November 9, 2014 – At first blush, this article is about an incredible deal: For the past week, Marshalls has been selling two-pack “Star Wars: The Clone Wars” vehicles for $24.99. The two boxes are shrink-wrapped together, so you may find a combination of Anakin’s Jedi Starfighter with a Mandalorian Asault Transport; or Kit Fisto’s Jedi Starfighter paired with Anakin’s version; or a Cloud Car paired with a Snowspeeder. This remarkable deal makes the effective price only $12.50 per vehicle versus the typical MSRP of $24.99 each.

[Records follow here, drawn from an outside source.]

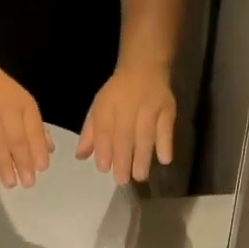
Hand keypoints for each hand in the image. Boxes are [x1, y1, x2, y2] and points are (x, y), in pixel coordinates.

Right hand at [0, 62, 52, 188]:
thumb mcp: (22, 104)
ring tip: (10, 183)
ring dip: (5, 164)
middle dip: (24, 162)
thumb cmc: (0, 92)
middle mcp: (7, 108)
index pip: (34, 130)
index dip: (39, 150)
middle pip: (17, 139)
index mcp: (24, 105)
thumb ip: (35, 128)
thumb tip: (49, 150)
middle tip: (28, 183)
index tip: (42, 169)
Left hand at [77, 62, 175, 184]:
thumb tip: (80, 157)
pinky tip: (164, 160)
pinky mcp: (168, 109)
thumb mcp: (99, 108)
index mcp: (108, 106)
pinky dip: (166, 143)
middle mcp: (128, 106)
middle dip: (123, 159)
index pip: (105, 129)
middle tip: (122, 180)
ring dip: (142, 157)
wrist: (145, 67)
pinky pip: (167, 128)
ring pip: (146, 134)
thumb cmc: (118, 94)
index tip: (104, 168)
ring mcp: (150, 107)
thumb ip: (91, 133)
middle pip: (125, 134)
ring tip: (139, 176)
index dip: (104, 148)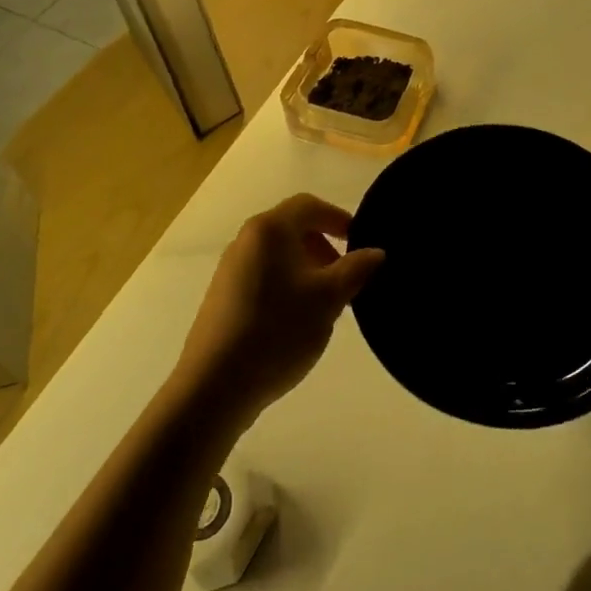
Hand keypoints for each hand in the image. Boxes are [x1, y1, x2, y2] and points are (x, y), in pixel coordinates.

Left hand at [176, 194, 383, 419]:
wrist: (215, 385)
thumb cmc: (277, 330)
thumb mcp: (328, 299)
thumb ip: (356, 269)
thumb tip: (376, 252)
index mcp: (269, 230)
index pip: (309, 205)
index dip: (339, 218)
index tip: (360, 244)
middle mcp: (246, 241)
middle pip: (293, 228)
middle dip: (325, 247)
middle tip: (346, 279)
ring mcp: (230, 269)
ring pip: (279, 255)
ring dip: (308, 269)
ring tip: (325, 304)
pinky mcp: (223, 297)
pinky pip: (264, 276)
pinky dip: (287, 285)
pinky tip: (296, 321)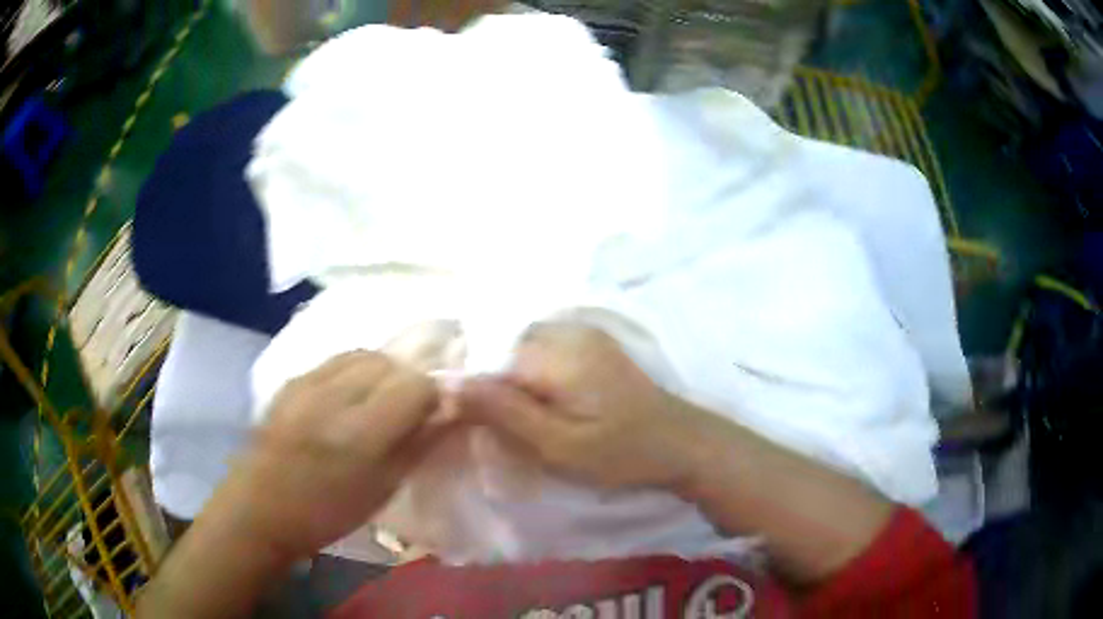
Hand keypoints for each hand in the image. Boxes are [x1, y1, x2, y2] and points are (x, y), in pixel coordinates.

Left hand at [206, 351, 440, 562]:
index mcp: (359, 433)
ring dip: (382, 372)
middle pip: (390, 362)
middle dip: (409, 381)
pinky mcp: (291, 379)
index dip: (433, 396)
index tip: (435, 416)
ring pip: (363, 354)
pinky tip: (350, 397)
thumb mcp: (383, 490)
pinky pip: (336, 360)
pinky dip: (355, 371)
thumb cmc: (326, 513)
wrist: (259, 508)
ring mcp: (307, 382)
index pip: (415, 384)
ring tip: (381, 401)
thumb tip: (449, 414)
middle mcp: (332, 396)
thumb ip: (419, 446)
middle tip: (409, 411)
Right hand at [459, 323, 695, 490]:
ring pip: (520, 351)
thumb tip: (446, 380)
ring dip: (513, 383)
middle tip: (507, 429)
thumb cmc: (621, 453)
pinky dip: (533, 377)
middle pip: (501, 350)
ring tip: (528, 420)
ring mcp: (581, 332)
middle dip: (494, 387)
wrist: (681, 442)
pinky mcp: (591, 342)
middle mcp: (564, 329)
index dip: (474, 393)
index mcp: (553, 352)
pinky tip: (547, 405)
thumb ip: (502, 411)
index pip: (485, 359)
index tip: (477, 428)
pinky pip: (542, 351)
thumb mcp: (557, 445)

But our story does not end here. This article is really about the maddening state of Hasbro’s toy distribution system. Numerous online forums/fora have been criticizing Hasbro since 2012 for its nonsensical and, some would say, inept distribution of Star Wars action figures and vehicles. The latest kerfuffle involves missing Star Wars Rebels action figures. Disney began to heavily promote its new animated series in early summer, 2014, and the T.V. series premiered in October. Yet Hasbro missed a golden opportunity to sell these in-demand items throughout the summer. And not until last week – more than a month after Rebels premiered – have the action figures finally begun widespread distribution in the U.S.
No other premiere of Star Wars movies or animated series has been met with empty store shelves (save for the original Star Wars film in 1977, which led to Kenner’s famous Early-Bird mail-away campaign).

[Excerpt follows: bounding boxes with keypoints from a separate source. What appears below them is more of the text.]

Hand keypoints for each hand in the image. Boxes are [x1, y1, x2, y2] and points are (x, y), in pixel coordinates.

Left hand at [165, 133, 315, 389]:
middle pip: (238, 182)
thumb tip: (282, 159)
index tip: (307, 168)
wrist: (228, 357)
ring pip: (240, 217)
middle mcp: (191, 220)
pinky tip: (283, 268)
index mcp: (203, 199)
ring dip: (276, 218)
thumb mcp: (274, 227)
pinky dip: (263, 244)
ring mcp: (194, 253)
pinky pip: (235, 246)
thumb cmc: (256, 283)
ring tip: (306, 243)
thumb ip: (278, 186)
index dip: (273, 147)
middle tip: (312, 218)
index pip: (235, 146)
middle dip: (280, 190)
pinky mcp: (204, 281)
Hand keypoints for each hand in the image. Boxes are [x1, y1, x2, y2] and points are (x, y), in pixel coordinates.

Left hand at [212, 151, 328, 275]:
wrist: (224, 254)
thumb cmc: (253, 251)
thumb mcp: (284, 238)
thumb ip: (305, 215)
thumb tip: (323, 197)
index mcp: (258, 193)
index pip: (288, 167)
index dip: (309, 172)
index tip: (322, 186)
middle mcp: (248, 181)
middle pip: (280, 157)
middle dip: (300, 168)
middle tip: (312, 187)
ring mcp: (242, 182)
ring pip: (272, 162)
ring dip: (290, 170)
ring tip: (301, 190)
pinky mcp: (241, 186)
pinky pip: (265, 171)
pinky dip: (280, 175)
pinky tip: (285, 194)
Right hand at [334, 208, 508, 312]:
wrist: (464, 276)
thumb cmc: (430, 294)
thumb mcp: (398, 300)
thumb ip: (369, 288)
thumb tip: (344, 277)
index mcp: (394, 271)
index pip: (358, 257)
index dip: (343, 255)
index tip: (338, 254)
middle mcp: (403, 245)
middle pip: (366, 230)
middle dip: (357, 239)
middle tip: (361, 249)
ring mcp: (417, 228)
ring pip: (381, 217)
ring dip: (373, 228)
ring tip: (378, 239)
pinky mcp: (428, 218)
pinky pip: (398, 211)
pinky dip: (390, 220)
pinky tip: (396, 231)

So how does Marshalls fit into this toy distribution madness? Marshalls, T.J. Maxx, Ollies and other discount outlets are able to sell their toys at discount prices because, for whatever reason, the original items were returned (sometimes years earlier) by other major retailers, such as Target. But I also suspect that many of these shipments sat, inexplicably, in warehouses or backrooms for years and never saw the light of day to begin with.
The Mandalorian Assault Transport boxed toy provides valuable clues (but no answers) as to the scatterbrained approach of Hasbro and its distribution system:
● The vehicle is date-stamped 2009, yet the box lists a 2011 TM and copyright;
● This esoteric vehicle was first revealed at the San Diego Comic-Con in 2011, but thereafter proved incredibly difficult to find;
● Entertainment Earth, one of the largest online vendors of Star Wars items, cancelled all of its customer pre-orders;
● JediTempleArchives has a wonderful review of the vehicle, which you can find HERE, and is equally perplexed by its scarcity. In a sign of the reviewer’s frustration, in the top summary box under “Availability (Date)”, they write “Who knows?”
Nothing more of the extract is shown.